PROBLEM REQUIREMENTS:
Omit the pictures and output every entry below exactly as written.

━━━ EXTRACTED DATA

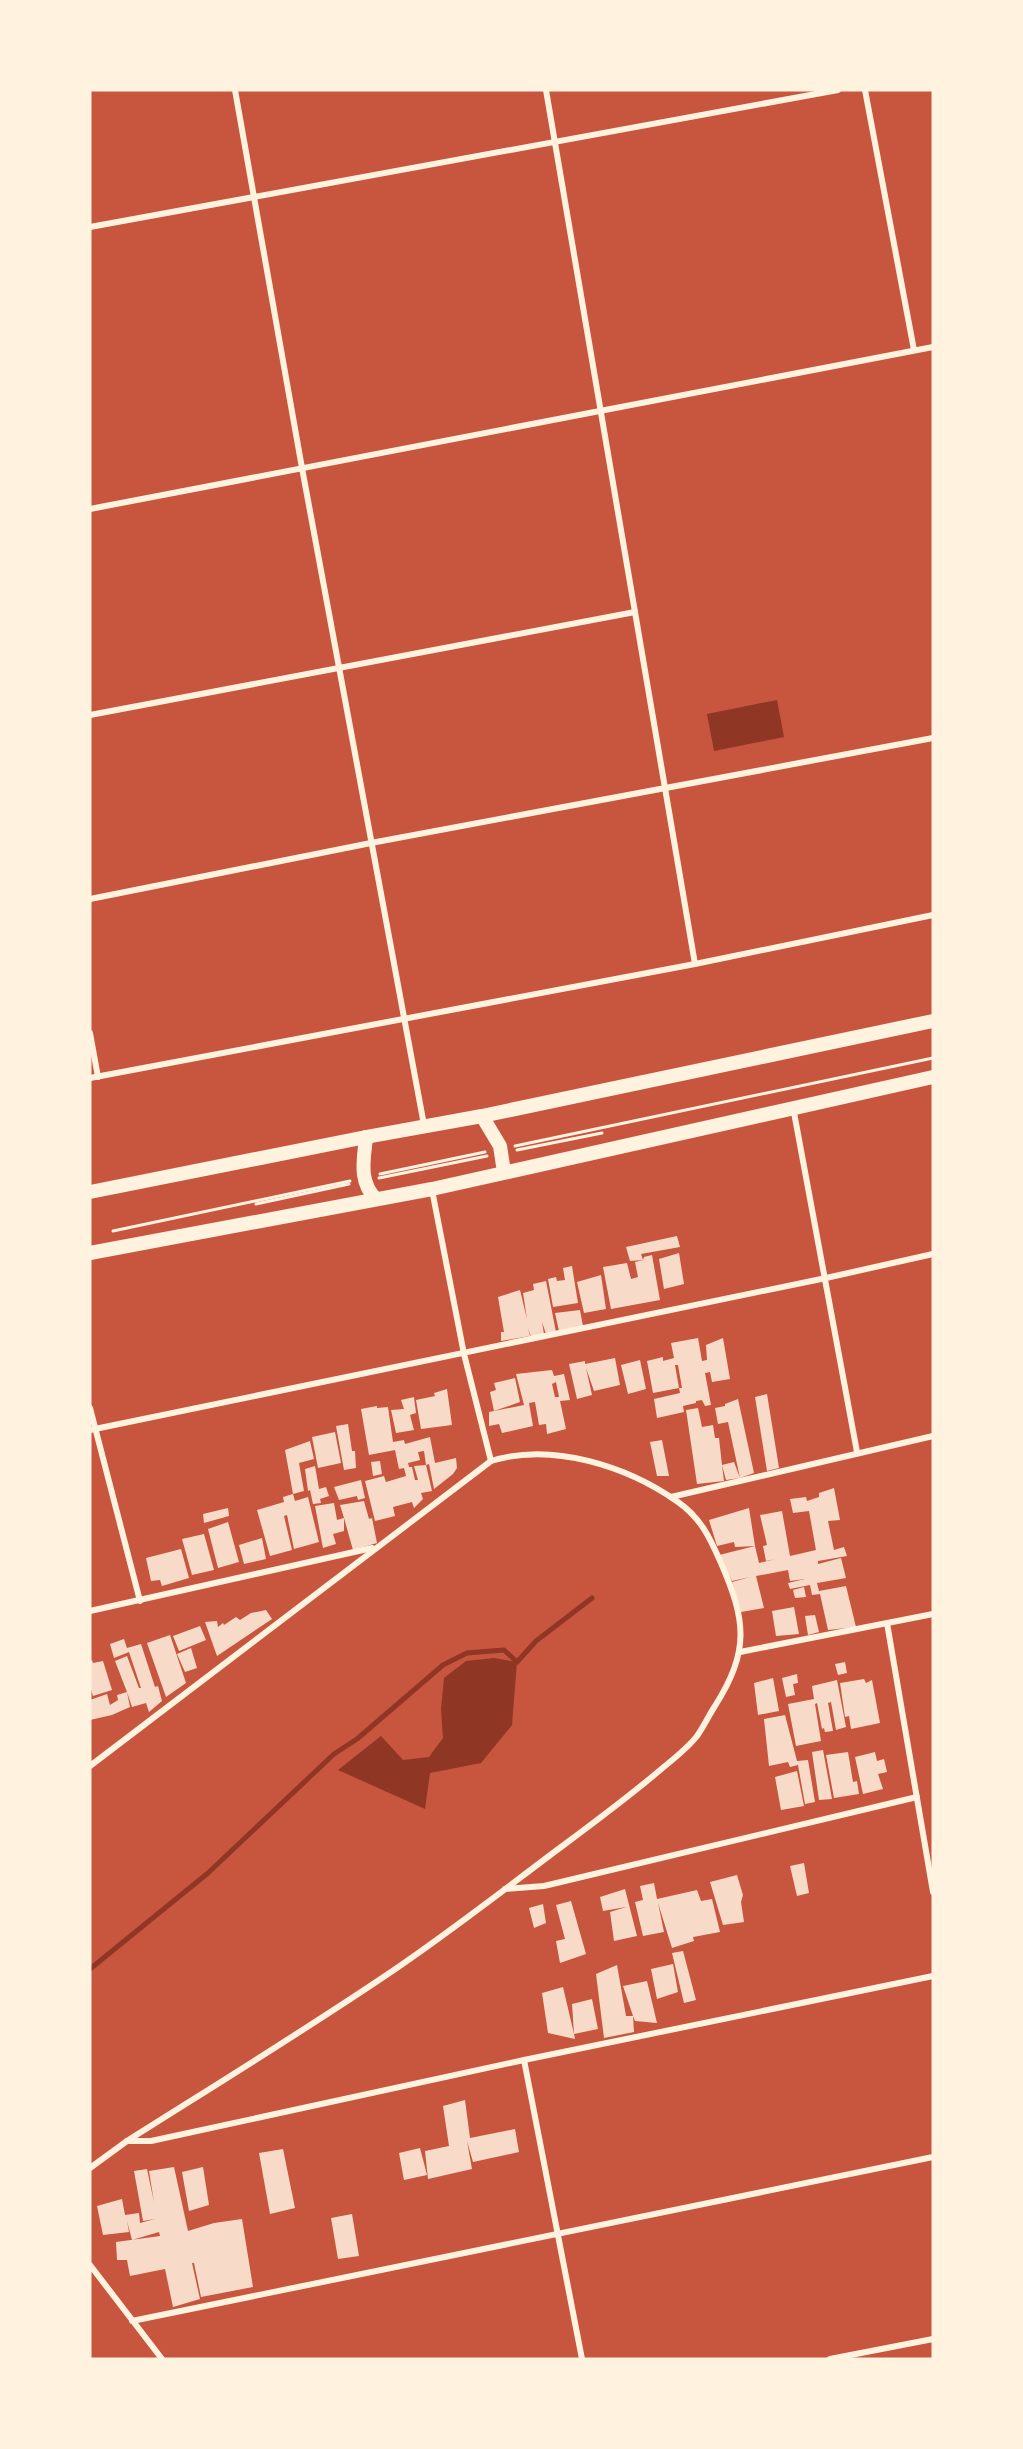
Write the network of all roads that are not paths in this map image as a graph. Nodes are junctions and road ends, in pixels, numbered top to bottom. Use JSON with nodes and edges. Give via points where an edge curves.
{"nodes":[{"id":1,"x":235,"y":90,"type":"edge"},
{"id":2,"x":546,"y":90,"type":"edge"},
{"id":3,"x":838,"y":90,"type":"edge"},
{"id":4,"x":865,"y":90,"type":"edge"},
{"id":5,"x":555,"y":141,"type":"junction"},
{"id":6,"x":255,"y":198,"type":"junction"},
{"id":7,"x":90,"y":227,"type":"edge"},
{"id":8,"x":933,"y":346,"type":"edge"},
{"id":9,"x":914,"y":350,"type":"junction"},
{"id":10,"x":600,"y":412,"type":"junction"},
{"id":11,"x":302,"y":468,"type":"junction"},
{"id":12,"x":90,"y":509,"type":"edge"},
{"id":13,"x":635,"y":612,"type":"junction"},
{"id":14,"x":339,"y":667,"type":"junction"},
{"id":15,"x":90,"y":715,"type":"edge"},
{"id":16,"x":933,"y":738,"type":"edge"},
{"id":17,"x":664,"y":788,"type":"junction"},
{"id":18,"x":371,"y":843,"type":"junction"},
{"id":19,"x":90,"y":899,"type":"edge"},
{"id":20,"x":933,"y":915,"type":"edge"},
{"id":21,"x":694,"y":964,"type":"junction"},
{"id":22,"x":404,"y":1019,"type":"junction"},
{"id":23,"x":933,"y":1021,"type":"edge"},
{"id":24,"x":90,"y":1033,"type":"edge"},
{"id":25,"x":98,"y":1077,"type":"junction"},
{"id":26,"x":933,"y":1077,"type":"edge"},
{"id":27,"x":90,"y":1078,"type":"edge"},
{"id":28,"x":793,"y":1107,"type":"junction"},
{"id":29,"x":482,"y":1116,"type":"junction"},
{"id":30,"x":424,"y":1126,"type":"junction"},
{"id":31,"x":366,"y":1137,"type":"junction"},
{"id":32,"x":504,"y":1172,"type":"junction"},
{"id":33,"x":432,"y":1189,"type":"junction"},
{"id":34,"x":90,"y":1192,"type":"edge"},
{"id":35,"x":376,"y":1199,"type":"junction"},
{"id":36,"x":90,"y":1253,"type":"edge"},
{"id":37,"x":933,"y":1254,"type":"edge"},
{"id":38,"x":826,"y":1278,"type":"junction"},
{"id":39,"x":464,"y":1354,"type":"junction"},
{"id":40,"x":90,"y":1408,"type":"edge"},
{"id":41,"x":93,"y":1430,"type":"edge"},
{"id":42,"x":933,"y":1436,"type":"edge"},
{"id":43,"x":857,"y":1452,"type":"junction"},
{"id":44,"x":491,"y":1461,"type":"junction"},
{"id":45,"x":671,"y":1497,"type":"junction"},
{"id":46,"x":376,"y":1547,"type":"junction"},
{"id":47,"x":140,"y":1600,"type":"junction"},
{"id":48,"x":90,"y":1611,"type":"edge"},
{"id":49,"x":933,"y":1614,"type":"edge"},
{"id":50,"x":887,"y":1623,"type":"junction"},
{"id":51,"x":740,"y":1652,"type":"junction"},
{"id":52,"x":90,"y":1766,"type":"edge"},
{"id":53,"x":917,"y":1797,"type":"junction"},
{"id":54,"x":505,"y":1889,"type":"junction"},
{"id":55,"x":933,"y":1892,"type":"edge"},
{"id":56,"x":933,"y":1976,"type":"edge"},
{"id":57,"x":524,"y":2060,"type":"junction"},
{"id":58,"x":127,"y":2141,"type":"junction"},
{"id":59,"x":933,"y":2157,"type":"edge"},
{"id":60,"x":90,"y":2168,"type":"edge"},
{"id":61,"x":559,"y":2233,"type":"junction"},
{"id":62,"x":90,"y":2265,"type":"edge"},
{"id":63,"x":132,"y":2320,"type":"junction"},
{"id":64,"x":933,"y":2339,"type":"edge"},
{"id":65,"x":162,"y":2359,"type":"edge"},
{"id":66,"x":582,"y":2359,"type":"edge"},
{"id":67,"x":830,"y":2359,"type":"edge"}],
"edges":[{"from":1,"to":6,"type":"street"},
{"from":2,"to":5,"type":"street"},
{"from":3,"to":5,"type":"street"},
{"from":4,"to":9,"type":"street"},
{"from":5,"to":6,"type":"street"},
{"from":5,"to":10,"type":"street"},
{"from":6,"to":7,"type":"street"},
{"from":6,"to":11,"type":"street"},
{"from":8,"to":9,"type":"street"},
{"from":9,"to":10,"type":"street"},
{"from":10,"to":11,"type":"street"},
{"from":10,"to":13,"type":"street"},
{"from":11,"to":12,"type":"street"},
{"from":11,"to":14,"type":"street"},
{"from":13,"to":14,"type":"street"},
{"from":13,"to":17,"type":"street"},
{"from":14,"to":15,"type":"street"},
{"from":14,"to":18,"type":"street"},
{"from":16,"to":17,"type":"street"},
{"from":17,"to":18,"type":"street"},
{"from":17,"to":21,"type":"street"},
{"from":18,"to":19,"type":"street"},
{"from":18,"to":22,"type":"street"},
{"from":20,"to":21,"type":"street"},
{"from":21,"to":22,"type":"street"},
{"from":22,"to":25,"type":"street"},
{"from":22,"to":30,"type":"street"},
{"from":23,"to":29,"type":"main road"},
{"from":24,"to":25,"type":"street"},
{"from":25,"to":27,"type":"street"},
{"from":26,"to":28,"type":"main road"},
{"from":28,"to":32,"type":"main road"},
{"from":28,"to":38,"type":"street"},
{"from":29,"to":30,"type":"main road"},
{"from":29,"to":32,"type":"main road","via":[[500,1146]]},
{"from":30,"to":31,"type":"main road"},
{"from":31,"to":34,"type":"main road"},
{"from":31,"to":35,"type":"main road","via":[[364,1178]]},
{"from":32,"to":33,"type":"main road"},
{"from":33,"to":35,"type":"main road"},
{"from":33,"to":39,"type":"street"},
{"from":35,"to":36,"type":"main road"},
{"from":37,"to":38,"type":"street"},
{"from":38,"to":39,"type":"street"},
{"from":38,"to":43,"type":"street"},
{"from":39,"to":41,"type":"street"},
{"from":39,"to":44,"type":"street"},
{"from":40,"to":41,"type":"street"},
{"from":41,"to":47,"type":"street"},
{"from":42,"to":43,"type":"street"},
{"from":43,"to":45,"type":"street"},
{"from":44,"to":45,"type":"street","via":[[509,1455],[553,1454],[589,1460]]},
{"from":44,"to":46,"type":"street"},
{"from":45,"to":51,"type":"street","via":[[693,1512],[714,1547],[734,1593],[742,1629]]},
{"from":46,"to":47,"type":"street"},
{"from":46,"to":52,"type":"street"},
{"from":47,"to":48,"type":"street"},
{"from":49,"to":50,"type":"street"},
{"from":50,"to":51,"type":"street"},
{"from":50,"to":53,"type":"street"},
{"from":51,"to":54,"type":"street","via":[[733,1676],[697,1736],[628,1797]]},
{"from":53,"to":54,"type":"street","via":[[544,1886]]},
{"from":53,"to":55,"type":"street"},
{"from":54,"to":58,"type":"street","via":[[390,1973]]},
{"from":56,"to":57,"type":"street"},
{"from":57,"to":58,"type":"street","via":[[151,2142]]},
{"from":57,"to":61,"type":"street"},
{"from":58,"to":60,"type":"street"},
{"from":59,"to":61,"type":"street"},
{"from":61,"to":63,"type":"street"},
{"from":61,"to":66,"type":"street"},
{"from":62,"to":63,"type":"street"},
{"from":63,"to":65,"type":"street"},
{"from":64,"to":67,"type":"street"}]}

━━━━━━

ANSWER TO THIS EXERCISE:
Write the network of all roads that are not paths in this map image as a graph. Nodes are junctions and road ends, in pixels, numbered top to bottom. Use JSON with nodes and edges. Give via points where an edge curves.
{"nodes":[{"id":1,"x":235,"y":90,"type":"edge"},
{"id":2,"x":546,"y":90,"type":"edge"},
{"id":3,"x":838,"y":90,"type":"edge"},
{"id":4,"x":865,"y":90,"type":"edge"},
{"id":5,"x":555,"y":141,"type":"junction"},
{"id":6,"x":255,"y":198,"type":"junction"},
{"id":7,"x":90,"y":227,"type":"edge"},
{"id":8,"x":933,"y":346,"type":"edge"},
{"id":9,"x":914,"y":350,"type":"junction"},
{"id":10,"x":600,"y":412,"type":"junction"},
{"id":11,"x":302,"y":468,"type":"junction"},
{"id":12,"x":90,"y":509,"type":"edge"},
{"id":13,"x":635,"y":612,"type":"junction"},
{"id":14,"x":339,"y":667,"type":"junction"},
{"id":15,"x":90,"y":715,"type":"edge"},
{"id":16,"x":933,"y":738,"type":"edge"},
{"id":17,"x":664,"y":788,"type":"junction"},
{"id":18,"x":371,"y":843,"type":"junction"},
{"id":19,"x":90,"y":899,"type":"edge"},
{"id":20,"x":933,"y":915,"type":"edge"},
{"id":21,"x":694,"y":964,"type":"junction"},
{"id":22,"x":404,"y":1019,"type":"junction"},
{"id":23,"x":933,"y":1021,"type":"edge"},
{"id":24,"x":90,"y":1033,"type":"edge"},
{"id":25,"x":98,"y":1077,"type":"junction"},
{"id":26,"x":933,"y":1077,"type":"edge"},
{"id":27,"x":90,"y":1078,"type":"edge"},
{"id":28,"x":793,"y":1107,"type":"junction"},
{"id":29,"x":482,"y":1116,"type":"junction"},
{"id":30,"x":424,"y":1126,"type":"junction"},
{"id":31,"x":366,"y":1137,"type":"junction"},
{"id":32,"x":504,"y":1172,"type":"junction"},
{"id":33,"x":432,"y":1189,"type":"junction"},
{"id":34,"x":90,"y":1192,"type":"edge"},
{"id":35,"x":376,"y":1199,"type":"junction"},
{"id":36,"x":90,"y":1253,"type":"edge"},
{"id":37,"x":933,"y":1254,"type":"edge"},
{"id":38,"x":826,"y":1278,"type":"junction"},
{"id":39,"x":464,"y":1354,"type":"junction"},
{"id":40,"x":90,"y":1408,"type":"edge"},
{"id":41,"x":93,"y":1430,"type":"edge"},
{"id":42,"x":933,"y":1436,"type":"edge"},
{"id":43,"x":857,"y":1452,"type":"junction"},
{"id":44,"x":491,"y":1461,"type":"junction"},
{"id":45,"x":671,"y":1497,"type":"junction"},
{"id":46,"x":376,"y":1547,"type":"junction"},
{"id":47,"x":140,"y":1600,"type":"junction"},
{"id":48,"x":90,"y":1611,"type":"edge"},
{"id":49,"x":933,"y":1614,"type":"edge"},
{"id":50,"x":887,"y":1623,"type":"junction"},
{"id":51,"x":740,"y":1652,"type":"junction"},
{"id":52,"x":90,"y":1766,"type":"edge"},
{"id":53,"x":917,"y":1797,"type":"junction"},
{"id":54,"x":505,"y":1889,"type":"junction"},
{"id":55,"x":933,"y":1892,"type":"edge"},
{"id":56,"x":933,"y":1976,"type":"edge"},
{"id":57,"x":524,"y":2060,"type":"junction"},
{"id":58,"x":127,"y":2141,"type":"junction"},
{"id":59,"x":933,"y":2157,"type":"edge"},
{"id":60,"x":90,"y":2168,"type":"edge"},
{"id":61,"x":559,"y":2233,"type":"junction"},
{"id":62,"x":90,"y":2265,"type":"edge"},
{"id":63,"x":132,"y":2320,"type":"junction"},
{"id":64,"x":933,"y":2339,"type":"edge"},
{"id":65,"x":162,"y":2359,"type":"edge"},
{"id":66,"x":582,"y":2359,"type":"edge"},
{"id":67,"x":830,"y":2359,"type":"edge"}],
"edges":[{"from":1,"to":6,"type":"street"},
{"from":2,"to":5,"type":"street"},
{"from":3,"to":5,"type":"street"},
{"from":4,"to":9,"type":"street"},
{"from":5,"to":6,"type":"street"},
{"from":5,"to":10,"type":"street"},
{"from":6,"to":7,"type":"street"},
{"from":6,"to":11,"type":"street"},
{"from":8,"to":9,"type":"street"},
{"from":9,"to":10,"type":"street"},
{"from":10,"to":11,"type":"street"},
{"from":10,"to":13,"type":"street"},
{"from":11,"to":12,"type":"street"},
{"from":11,"to":14,"type":"street"},
{"from":13,"to":14,"type":"street"},
{"from":13,"to":17,"type":"street"},
{"from":14,"to":15,"type":"street"},
{"from":14,"to":18,"type":"street"},
{"from":16,"to":17,"type":"street"},
{"from":17,"to":18,"type":"street"},
{"from":17,"to":21,"type":"street"},
{"from":18,"to":19,"type":"street"},
{"from":18,"to":22,"type":"street"},
{"from":20,"to":21,"type":"street"},
{"from":21,"to":22,"type":"street"},
{"from":22,"to":25,"type":"street"},
{"from":22,"to":30,"type":"street"},
{"from":23,"to":29,"type":"main road"},
{"from":24,"to":25,"type":"street"},
{"from":25,"to":27,"type":"street"},
{"from":26,"to":28,"type":"main road"},
{"from":28,"to":32,"type":"main road"},
{"from":28,"to":38,"type":"street"},
{"from":29,"to":30,"type":"main road"},
{"from":29,"to":32,"type":"main road","via":[[500,1146]]},
{"from":30,"to":31,"type":"main road"},
{"from":31,"to":34,"type":"main road"},
{"from":31,"to":35,"type":"main road","via":[[364,1178]]},
{"from":32,"to":33,"type":"main road"},
{"from":33,"to":35,"type":"main road"},
{"from":33,"to":39,"type":"street"},
{"from":35,"to":36,"type":"main road"},
{"from":37,"to":38,"type":"street"},
{"from":38,"to":39,"type":"street"},
{"from":38,"to":43,"type":"street"},
{"from":39,"to":41,"type":"street"},
{"from":39,"to":44,"type":"street"},
{"from":40,"to":41,"type":"street"},
{"from":41,"to":47,"type":"street"},
{"from":42,"to":43,"type":"street"},
{"from":43,"to":45,"type":"street"},
{"from":44,"to":45,"type":"street","via":[[509,1455],[553,1454],[589,1460]]},
{"from":44,"to":46,"type":"street"},
{"from":45,"to":51,"type":"street","via":[[693,1512],[714,1547],[734,1593],[742,1629]]},
{"from":46,"to":47,"type":"street"},
{"from":46,"to":52,"type":"street"},
{"from":47,"to":48,"type":"street"},
{"from":49,"to":50,"type":"street"},
{"from":50,"to":51,"type":"street"},
{"from":50,"to":53,"type":"street"},
{"from":51,"to":54,"type":"street","via":[[733,1676],[697,1736],[628,1797]]},
{"from":53,"to":54,"type":"street","via":[[544,1886]]},
{"from":53,"to":55,"type":"street"},
{"from":54,"to":58,"type":"street","via":[[390,1973]]},
{"from":56,"to":57,"type":"street"},
{"from":57,"to":58,"type":"street","via":[[151,2142]]},
{"from":57,"to":61,"type":"street"},
{"from":58,"to":60,"type":"street"},
{"from":59,"to":61,"type":"street"},
{"from":61,"to":63,"type":"street"},
{"from":61,"to":66,"type":"street"},
{"from":62,"to":63,"type":"street"},
{"from":63,"to":65,"type":"street"},
{"from":64,"to":67,"type":"street"}]}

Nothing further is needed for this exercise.